A par dos que realizam cá e são de fora e dos que são de cá e realizam fora há outros trabalhos que merecem atenção, não competem e são de portugueses. Miguel Ribeiro sugere o novo filme de Catarina Alves Costa, que visita a cultura makonde em Moçambique através do trabalho da antropóloga Margot Dias. A Margot acrescenta a nova produção de João Pedro Rodrigues e Guerra da Mata. Ainda no rescaldo de “Fogo-Fátuo”, a dupla estreia “Onde Fica Esta Rua? Ou Sem Antes nem Depois”, que revisita o cenário de “Os Verdes Anos”, de Paulo Rocha. “Apesar de serem exatamente os mesmos lugares e filmados da mesma perspetiva, revela-se uma outra Lisboa, e daí surgem novas questões. É aí que estamos.”

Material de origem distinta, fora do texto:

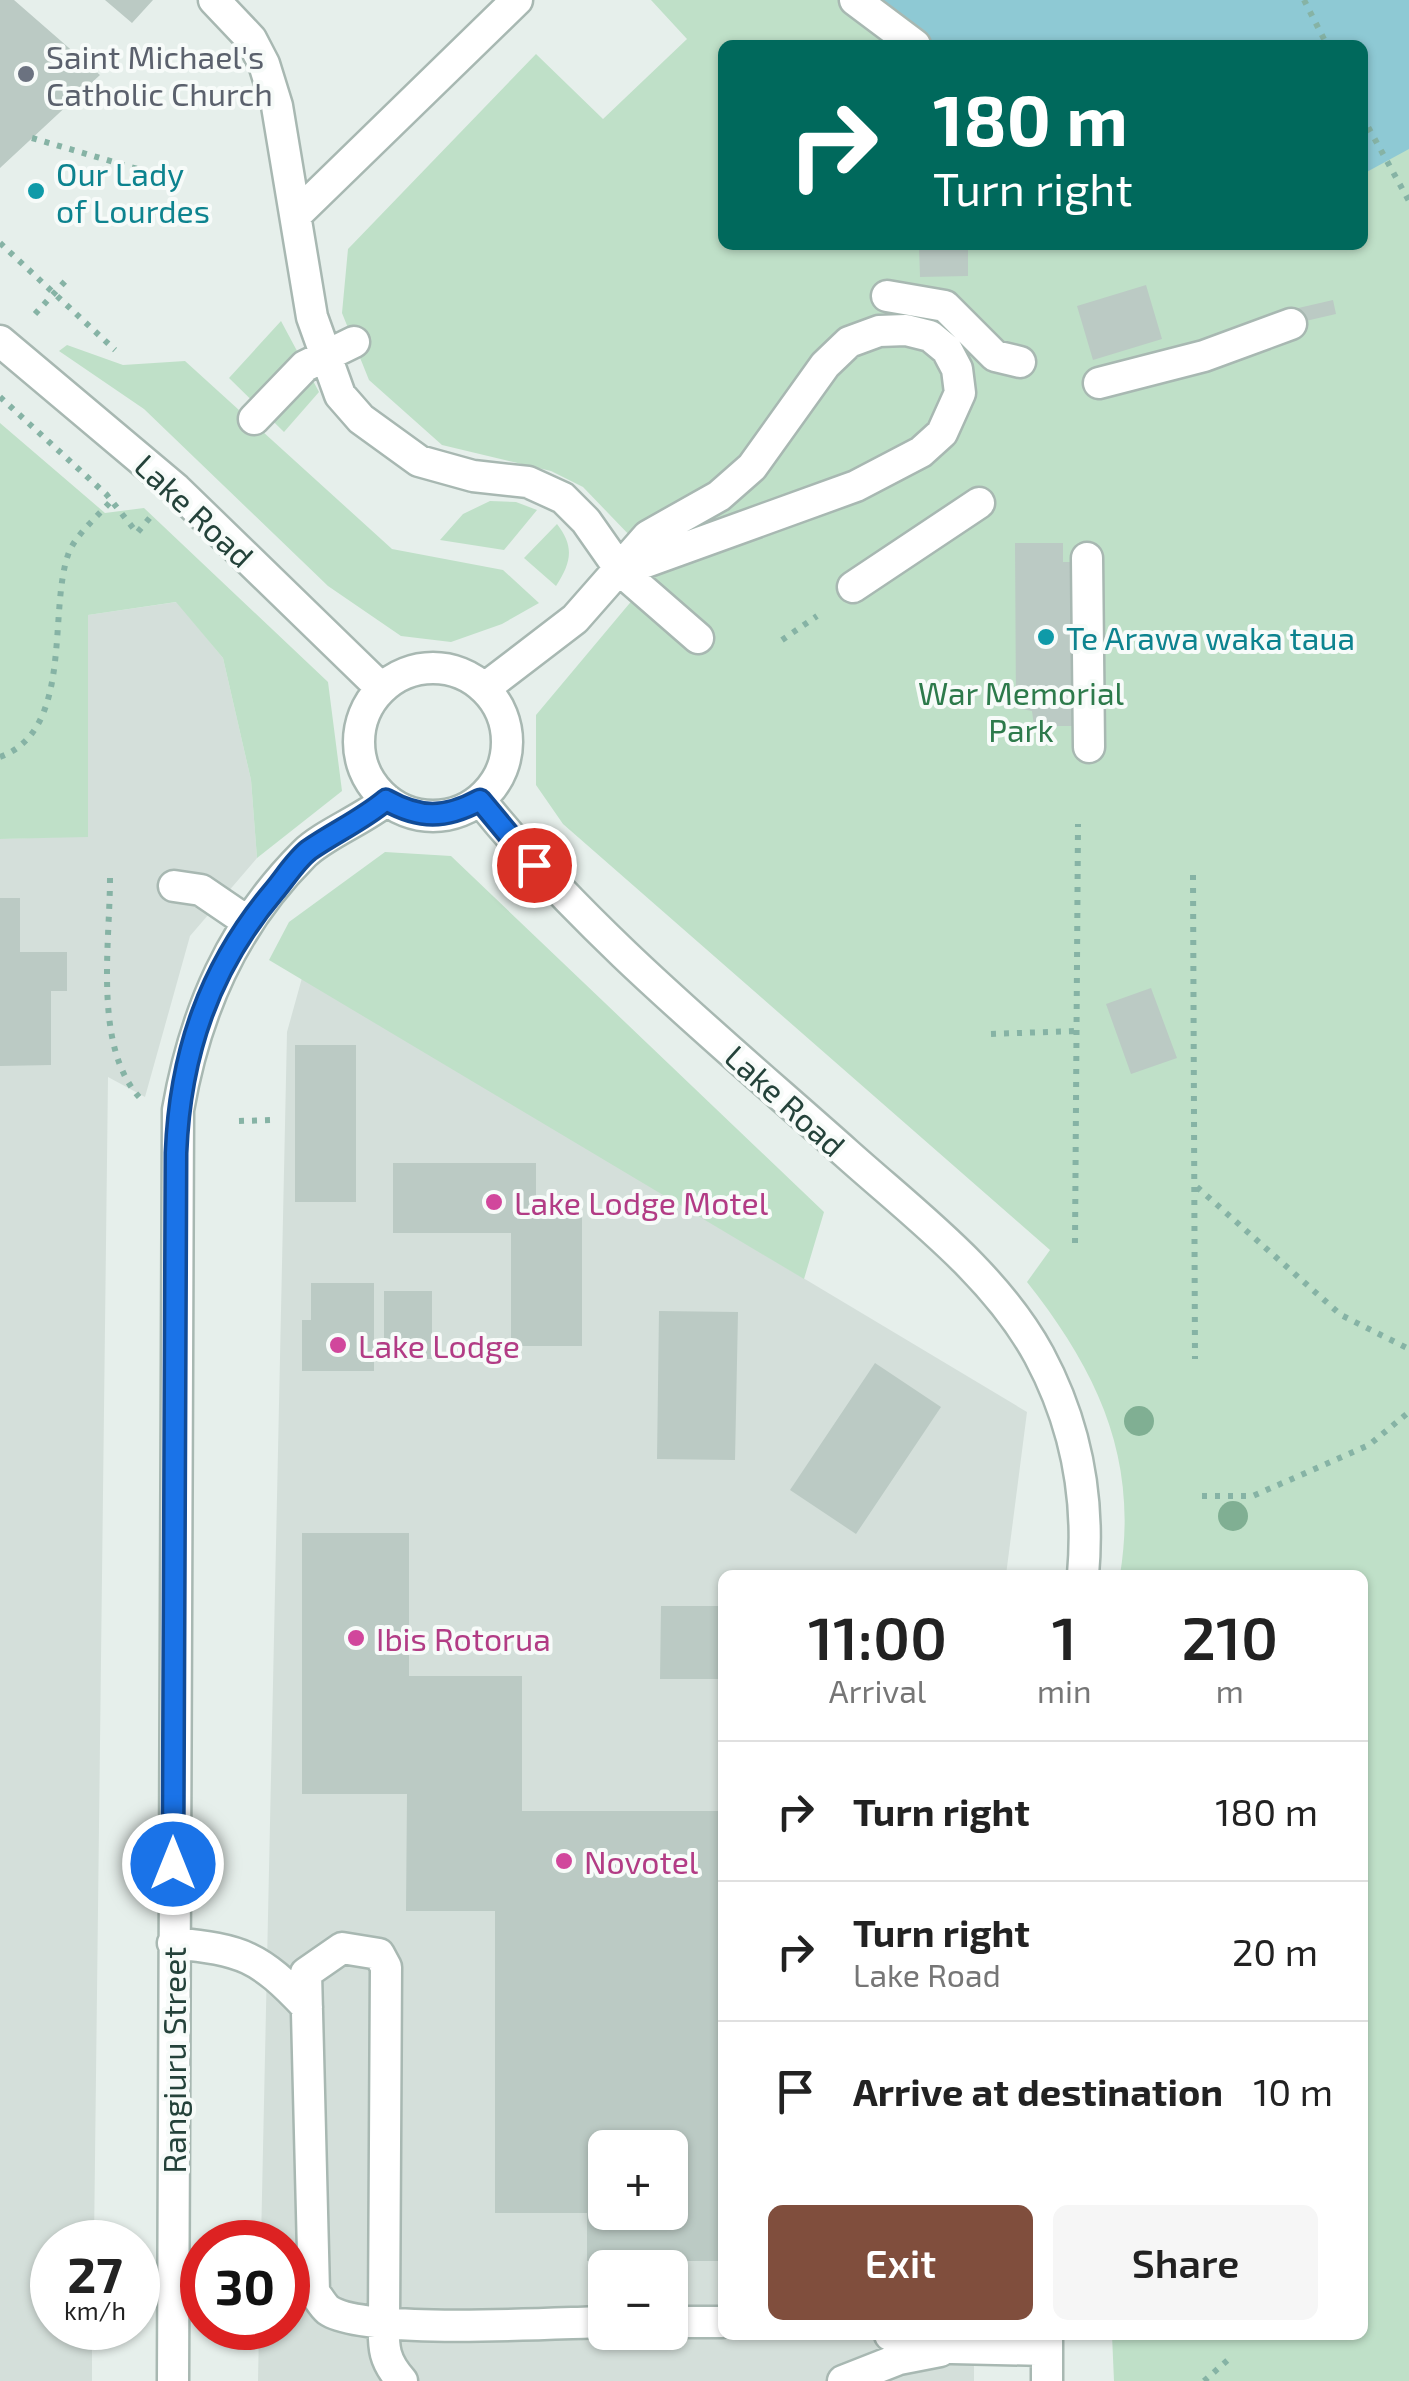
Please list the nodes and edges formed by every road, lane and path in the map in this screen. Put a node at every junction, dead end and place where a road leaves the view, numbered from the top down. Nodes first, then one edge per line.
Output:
1 (214, 0) edge
2 (516, 0) edge
3 (855, 0) edge
4 (1304, 0) edge
5 (908, 40) edge
6 (1324, 40) edge
7 (1368, 127) edge
8 (32, 138) dead end
9 (158, 175) dead end
10 (1409, 201) edge
11 (296, 215) junction
12 (0, 243) edge
13 (70, 276) dead end
14 (55, 292) junction
15 (886, 296) dead end
16 (35, 314) dead end
17 (1291, 324) dead end
18 (0, 341) edge
19 (354, 342) dead end
20 (115, 350) dead end
21 (325, 355) junction
22 (1020, 362) dead end
23 (1099, 383) dead end
24 (0, 397) edge
25 (254, 418) dead end
26 (729, 475) junction
27 (111, 501) junction
28 (979, 503) dead end
29 (152, 515) dead end
30 (769, 526) junction
31 (1087, 558) dead end
32 (620, 571) junction
33 (853, 587) dead end
34 (817, 616) dead end
35 (698, 638) dead end
36 (782, 640) dead end
37 (382, 688) junction
38 (485, 688) junction
39 (1088, 748) dead end
40 (0, 758) edge
41 (386, 800) junction
42 (480, 800) junction
43 (1078, 824) dead end
44 (1193, 875) dead end
45 (110, 878) dead end
46 (174, 886) dead end
47 (248, 922) junction
48 (1075, 1031) junction
49 (991, 1034) dead end
50 (140, 1098) dead end
51 (274, 1120) dead end
52 (239, 1121) dead end
53 (1196, 1186) junction
54 (1075, 1243) dead end
55 (1409, 1348) edge
56 (1195, 1359) dead end
57 (1409, 1412) edge
58 (1202, 1496) dead end
59 (1083, 1570) edge
60 (173, 1942) junction
61 (307, 2007) junction
62 (384, 2321) junction
63 (588, 2322) edge
64 (688, 2322) edge
65 (718, 2322) edge
66 (914, 2340) edge
67 (1047, 2342) edge
68 (952, 2348) junction
69 (1229, 2359) dead end
70 (173, 2381) edge
71 (402, 2381) edge
72 (844, 2381) edge
73 (1047, 2381) edge
74 (1204, 2381) edge

1 - 11 street
2 - 11 street
3 - 5 street
4 - 6 path
7 - 10 path
8 - 9 path
11 - 21 street
12 - 14 path
13 - 14 path
14 - 16 path
14 - 20 path
15 - 22 street
17 - 23 street
18 - 37 street, Lake Road
19 - 21 street
21 - 25 street
21 - 32 street
24 - 27 path
26 - 30 street
26 - 30 street
26 - 32 street
27 - 29 path
27 - 40 path
28 - 33 street
30 - 32 street
31 - 39 street
32 - 35 street
32 - 38 street
34 - 36 path
37 - 38 street
37 - 41 street
38 - 42 street
41 - 42 street
41 - 47 street, Rangiuru Street
42 - 59 street, Lake Road
43 - 48 path
44 - 53 path
45 - 50 path
46 - 47 street
47 - 60 street, Rangiuru Street
48 - 49 path
48 - 54 path
51 - 52 path
53 - 55 path
53 - 56 path
57 - 58 path
60 - 61 street
60 - 70 street, Rangiuru Street
61 - 62 street
61 - 62 street
62 - 63 street
62 - 71 street
64 - 65 street
66 - 68 street
67 - 68 street
67 - 73 street
68 - 72 street
69 - 74 path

Numa altura em que os cinemas escasseiam na capital e mais ainda noutras partes do país, lamenta Ribeiro, os festivais são entre outras coisas oportunidades — “muitas vezes únicas” — de ver determinados filmes e propostas, vinca. “O que o público do DocLisboa sempre pôde contar e assim continuará é com uma contínua investigação sobre o inesperado. O que nos interessa é criar diálogos, de forma a proporcionar um processo de acumulação e de tensão. Não procuramos filmes que respondam, expliquem ou solucionem o mundo mas antes que continuem a alimentar inquietação e acesso à sua complexidade. É essa defesa que fazemos do documental”, afirma. “Não sei se é o que nos diferencia, mas é o que se encontra garantidamente aqui e não se encontra em muitos lugares.”